In Figure 2, PDFF ROI analysis shows that S1 has the highest relative errors (liver -50%, subcutaneous 16.3%). S2 has lower relative errors (liver 33%, subcutaneous -1.2%) and the best agreement with the lowest error is S3 (liver -25%, subcutaneous 0.4%). Note that errors in liver are higher due to minimal fat in healthy volunteers. R2* ROI analysis shows that S1 has the highest relative error (liver 46%, subcutaneous -22%).

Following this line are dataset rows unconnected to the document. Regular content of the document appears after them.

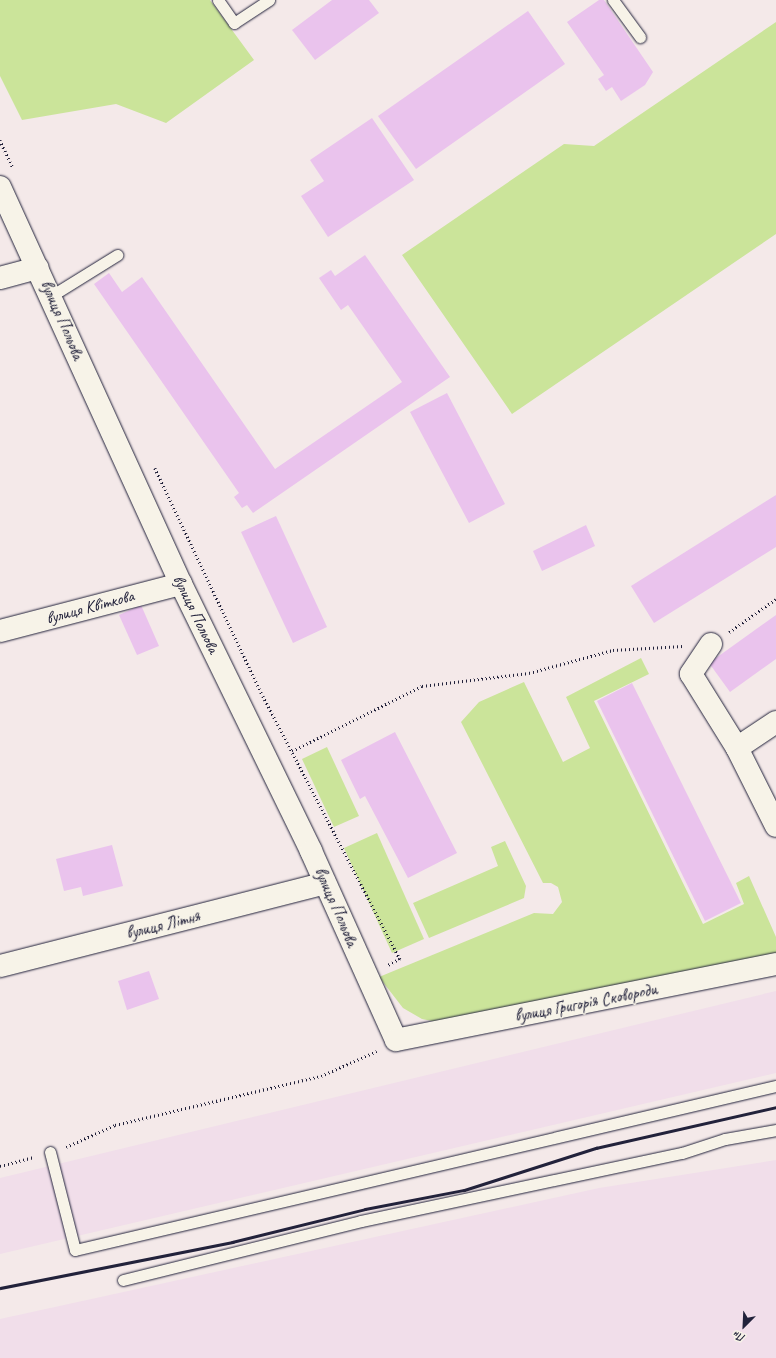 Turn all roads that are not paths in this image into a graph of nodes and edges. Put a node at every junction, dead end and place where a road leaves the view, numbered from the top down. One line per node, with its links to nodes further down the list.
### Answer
1 (218, 0): 2 (lane)
2 (269, 0)
3 (613, 0): 4 (lane)
4 (640, 37)
5 (8, 181): 7 (street, вулиця Польова)
6 (117, 255): 9 (lane)
7 (38, 268): 8 (street); 9 (street, вулиця Польова)
8 (0, 278)
9 (51, 296): 10 (street, вулиця Польова)
10 (181, 584): 11 (street, вулиця Квіткова); 16 (street, вулиця Польова)
11 (0, 631)
12 (711, 644): 14 (street)
13 (776, 722): 14 (street)
14 (737, 748): 15 (street)
15 (776, 826)
16 (325, 883): 18 (street, вулиця Літня); 19 (street, вулиця Польова)
17 (776, 964): 19 (street, вулиця Григорія Сковороди)
18 (0, 966)
19 (396, 1040)
20 (776, 1086): 22 (lane)
21 (776, 1130): 23 (lane)
22 (50, 1152)
23 (123, 1280) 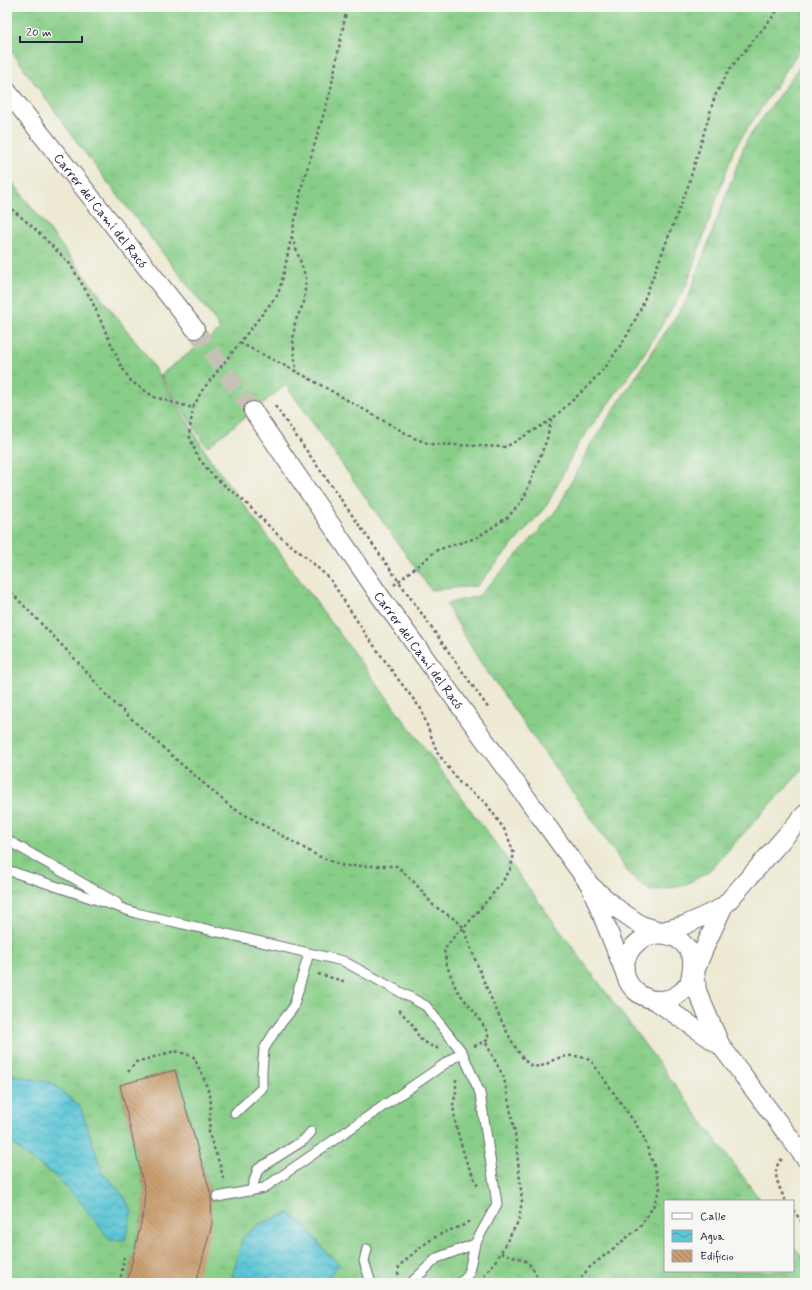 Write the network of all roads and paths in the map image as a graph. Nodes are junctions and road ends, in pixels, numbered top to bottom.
1 (347, 7) edge
2 (779, 7) edge
3 (7, 91) edge
4 (7, 205) edge
5 (292, 237) junction
6 (195, 330) tunnel mouth
7 (240, 343) junction
8 (296, 371) junction
9 (272, 402) dead end
10 (193, 408) junction
11 (253, 411) tunnel mouth
12 (551, 420) junction
13 (399, 580) junction
14 (7, 588) edge
15 (380, 596) junction
16 (491, 712) dead end
17 (805, 814) edge
18 (7, 840) edge
19 (7, 870) edge
20 (590, 885) junction
21 (723, 907) junction
22 (136, 913) junction
23 (464, 928) junction
24 (662, 933) junction
25 (309, 953) junction
26 (304, 970) junction
27 (692, 970) junction
28 (626, 974) junction
29 (349, 983) dead end
30 (656, 1000) junction
31 (396, 1007) dead end
32 (721, 1046) junction
33 (462, 1052) junction
34 (450, 1060) junction
35 (128, 1072) dead end
36 (235, 1113) dead end
37 (311, 1132) dead end
38 (801, 1152) edge
39 (251, 1191) junction
40 (479, 1192) dead end
41 (217, 1198) joint
42 (785, 1200) edge
43 (794, 1211) edge
44 (472, 1218) dead end
45 (805, 1226) edge
46 (475, 1244) junction
47 (367, 1249) dead end
48 (501, 1253) dead end
49 (124, 1257) dead end
50 (397, 1281) dead end
51 (120, 1283) edge
52 (371, 1283) edge
53 (411, 1283) edge
54 (460, 1283) edge
55 (540, 1283) edge
56 (578, 1283) edge

1 - 5 path
2 - 12 path
3 - 6 street, Carrer del Camí del Racó
4 - 10 path
5 - 7 path
5 - 8 path
7 - 8 path
7 - 10 path
8 - 12 path
9 - 13 path
10 - 23 path
11 - 15 street, Carrer del Camí del Racó
12 - 13 path
13 - 15 path
13 - 16 path
14 - 23 path
15 - 20 street, Carrer del Camí del Racó
17 - 21 street
18 - 22 lane
19 - 22 lane
20 - 24 street, Carrer del Camí del Racó
20 - 28 street, Carrer del Camí del Racó
21 - 24 street
21 - 27 street
22 - 25 lane
23 - 33 path
23 - 56 path
24 - 27 street
24 - 28 street
25 - 26 lane
25 - 33 lane
26 - 29 path
26 - 36 lane
27 - 30 street
27 - 32 street
28 - 30 street
30 - 32 street
31 - 34 path
32 - 38 street
33 - 34 lane
33 - 46 lane
34 - 39 lane
34 - 40 path
35 - 41 path
37 - 39 lane
38 - 42 path
39 - 41 lane
43 - 45 path
44 - 50 path
46 - 53 lane
46 - 54 lane
47 - 52 lane
48 - 55 path
49 - 51 path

S2 has lower relative error (liver 1.9%, subcutaneous -11%) and the best agreement with the lowest error in S3 (liver 3.6%, subcutaneous 1%). Field ROI analysis shows that S1 has good agreement (liver -0.3%, subcutaneous 8.6%) and the results improve in S2 (liver -0.7%, subcutaneous 2.1%) and S3 (liver 0.1%, subcutaneous 0.1%) suggesting phase date is less susceptible to undersampling artifacts. QSM ROI analysis shows that S1 has low agreement with relative error (liver -55%, subcutaneous 42.8%) and results improve in S2 (liver -28%, subcutaneous 10.7%) and S3 (liver -16%, subcutaneous 3.6%).

CONCLUSION

This work shows feasibility of compressed sensing along with Deep-Learning reconstruction to shorten the scan time using 3D GRE sequence for the purpose of water/fat separation and QSM generation. While the undersampling with up to ~30% density mask provides reliable maps for quantitative analysis lower sampling masks suffer significantly from artifacts.

Acknowledgements

No acknowledgement found.

References

1. Sharma SD, Hernando D, Horng DE, Reeder SB. Quantitative susceptibility mapping in the abdomen as an imaging biomarker of hepatic iron overload. Magn Reson Med 2015;74(3):673-683.

2. Jafari R, Sheth S, Spincemaille P, et al. Rapid automated liver quantitative susceptibility mapping. J Magn Reson Imaging 2019;50(3):725-732.

3. Hammernik K, Klatzer T, Kobler E, et al. Learning a variational network for reconstruction of accelerated MRI data. Magn Reson Med 2018;79(6):3055-3071.

4. Liu T, Wisnieff C, Lou M, Chen W, Spincemaille P, Wang Y. Nonlinear formulation of the magnetic field to source relationship for robust quantitative susceptibility mapping. Magn Reson Med 2013;69(2):467-476.

5. Liu Z, Spincemaille P, Yao Y, Zhang Y, Wang Y. MEDI+0: Morphology enabled dipole inversion with automatic uniform cerebrospinal fluid zero reference for quantitative susceptibility mapping. Magnetic resonance in medicine : official journal of the Society of Magnetic Resonance in Medicine / Society of Magnetic Resonance in Medicine 2018;79(5):2795-2803.

Figures

Figure1. Comparison of fully sampled and undersampled (density masks; S1=14%, S2=28.9%, S3=50.7%) reconstruction of magnitude/phase images, water/fat separation results (PDFF(%), R2*(Hz), field (Hz)), and QSM (ppm).

Table1. Comparison of PSNR and SSIM for predicted test results (S1=14%, S2 =28.9%, S50.7%) with respect to fully sampled reference images.

Figure 2. ROI analysis comparing PDFF, R2*, field, and QSM in the liver and subcutaneous fat calculated from reconstructed undersampled data with different density masks (S1=14%, S2=28.9%, S3=50.7%).